Like Lewis and Clark, the mission of these 21st-century explorers is to be on the lookout for unknown species and to document what they see.

Over about four weeks, they did so with state-of-the-art underwater technology, including a remotely-operated vehicle and sonar-mapping equipment.

Scientists held a news conference at Oregon State University's Hatfield Marine Science Visitors Center in Newport yesterday to discuss the project.

"We went to areas where people have never been before," said Brady Phillips, a spokesman for the National Oceanic and Atmospheric Administration (NOAA).

The next step in the project is to analyze the data collected from the canyon, which ranges in depth from 300 feet to about 6,600 feet.

The research may give clues about the long-term health of ecosystems on the floor of the sea, and the causes of large decreases in underwater communities.

The project could also help scientists understand how the Columbia River interacts with currents in the Pacific Ocean.

The Astoria Canyon is about 10 miles off the mouth of the Columbia River and the city of Astoria.

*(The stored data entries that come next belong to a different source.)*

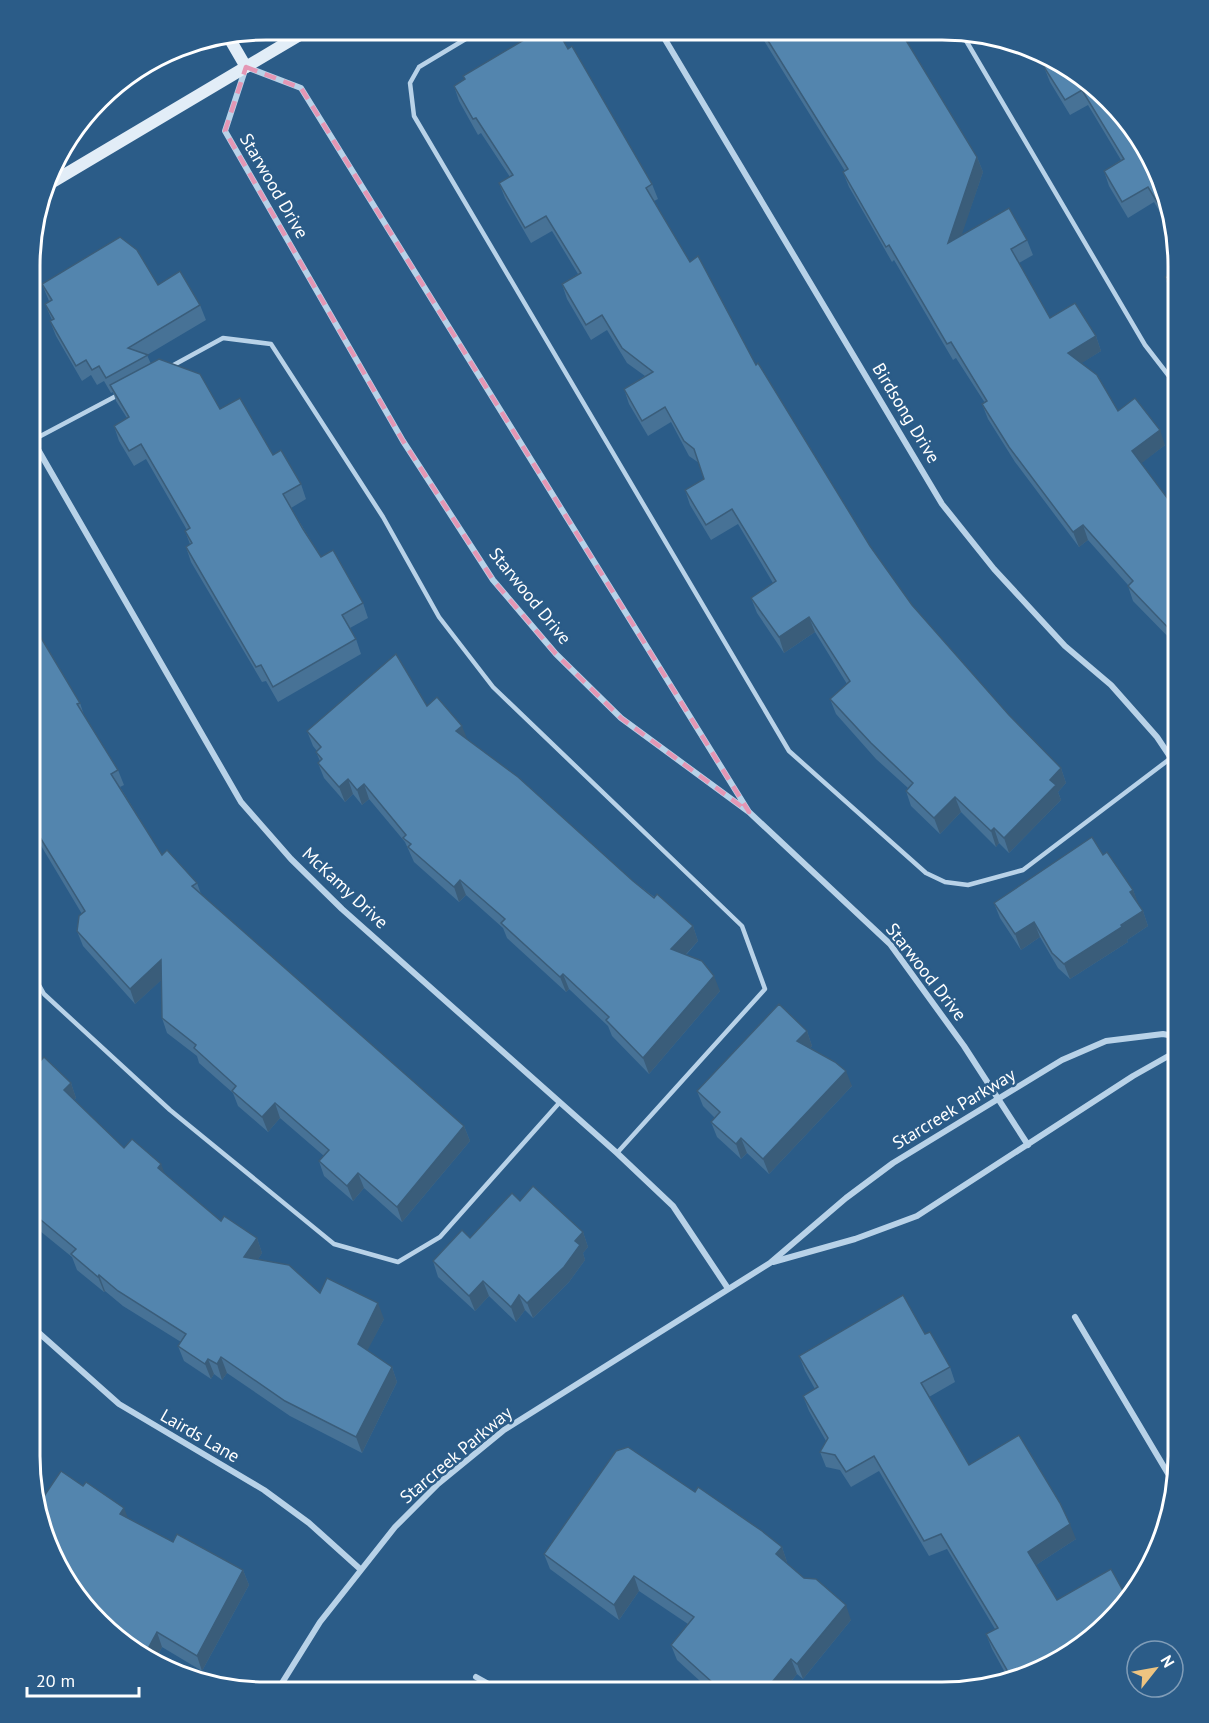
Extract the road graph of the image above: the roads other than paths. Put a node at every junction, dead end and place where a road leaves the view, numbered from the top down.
1 (291, 40) edge
2 (464, 40) edge
3 (665, 40) edge
4 (967, 42) edge
5 (232, 43) edge
6 (246, 67) junction
7 (58, 179) edge
8 (160, 372) edge
9 (1168, 375) edge
10 (128, 389) edge
11 (40, 435) edge
12 (40, 453) edge
13 (1168, 754) edge
14 (1168, 760) edge
15 (749, 812) junction
16 (40, 987) edge
17 (1168, 1035) edge
18 (1168, 1056) edge
19 (998, 1099) junction
20 (560, 1102) junction
21 (1028, 1145) junction
22 (617, 1153) junction
23 (770, 1263) junction
24 (727, 1287) junction
25 (1075, 1317) dead end
26 (40, 1334) edge
27 (1168, 1473) edge
28 (359, 1568) junction
29 (476, 1677) dead end
30 (283, 1682) edge
31 (485, 1682) edge

1 - 6 main road
2 - 14 lane
3 - 13 street, Birdsong Drive
4 - 9 lane
5 - 6 main road
6 - 7 main road
6 - 15 street, Starwood Drive
6 - 15 street, Starwood Drive
8 - 22 lane
10 - 11 lane
12 - 20 street, McKamy Drive
15 - 19 street, Starwood Drive
16 - 20 lane
17 - 19 street, Starcreek Parkway
18 - 21 street, Starcreek Parkway
19 - 21 street, Starwood Drive
19 - 23 street, Starcreek Parkway
20 - 22 street, McKamy Drive
21 - 23 street, Starcreek Parkway
22 - 24 street, McKamy Drive
23 - 24 street, Starcreek Parkway
24 - 28 street, Starcreek Parkway
25 - 27 street
26 - 28 street, Lairds Lane
28 - 30 street, Starcreek Parkway
29 - 31 street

The canyon was explored in the 1960s, but with equipment now considered archaic.

Scientists from NOAA, Oregon State University and Washington State University are taking part in the project, which is being funded by NOAA.

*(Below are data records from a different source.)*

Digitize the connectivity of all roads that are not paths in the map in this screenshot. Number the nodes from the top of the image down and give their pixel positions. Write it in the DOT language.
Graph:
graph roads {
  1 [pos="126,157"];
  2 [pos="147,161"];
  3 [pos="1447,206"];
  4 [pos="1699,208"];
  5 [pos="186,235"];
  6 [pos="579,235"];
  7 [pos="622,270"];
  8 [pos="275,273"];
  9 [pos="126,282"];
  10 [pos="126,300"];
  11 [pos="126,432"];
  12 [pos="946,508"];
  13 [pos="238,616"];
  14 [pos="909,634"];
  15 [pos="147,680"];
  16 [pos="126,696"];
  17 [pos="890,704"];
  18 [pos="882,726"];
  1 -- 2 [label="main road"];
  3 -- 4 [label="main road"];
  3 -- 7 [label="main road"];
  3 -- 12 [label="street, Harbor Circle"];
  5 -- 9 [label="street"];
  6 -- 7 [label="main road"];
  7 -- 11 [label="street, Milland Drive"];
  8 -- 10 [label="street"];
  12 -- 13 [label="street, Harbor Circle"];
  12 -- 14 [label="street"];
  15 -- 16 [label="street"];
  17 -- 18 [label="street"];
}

Bob Embley, a NOAA geologist, spoke excitedly about the last night the team sent the remote-controlled vehicle into the canyon.

The vehicle's camera sent back footage of a ridge "jutting out of the canyon" as well as pictures of "live colonies of coral, old rocks and plenty of biology," said Embley.

In the first phase of the project, the researchers worked off a 154-foot crabbing boat, the Auriga, that is based in Seattle.

A high-tech system capable of mapping water depths from 100 to 2,000 yards was mounted on a rigid metal pole suspended from the side of the Auriga. Researchers also used a type of deep-water sonar.

According to NOAA officials, use of the two mapping systems showed that parts of the canyon are extremely steep, and in some places nearly vertical. The research also showed a possible fault, rock outcrops with fish swimming above them and rock walls with large fractures.

The next phase of the project was conducted from the NOAA research ship Ronald H. Brown.

From that ship, the researchers used the remotely-controlled vehicle to get a closer look at the canyon's floor, walls and sea life.

The submersible was fitted with a sample-collecting arm, a digital video camera with lights, and equipment to chemically analyze sea water and currents.

On board the Ronald H. Brown, scientists gathered around a TV monitor to follow the remotely-operated vehicle's journey as it skirted canyon walls and skimmed canyon floors.

Along the canyon wall, scientists spotted sea cucumbers, sea stars, sponges, and anemones. In some places hundreds of sea stars gathered, indicating high levels of nutrients available in sediments.

Marine geologist Chris Goldfinger, from Oregon State University, said the expedition brought back geological samples which he hopes will show whether the canyon experiences radical changes during large earthquakes.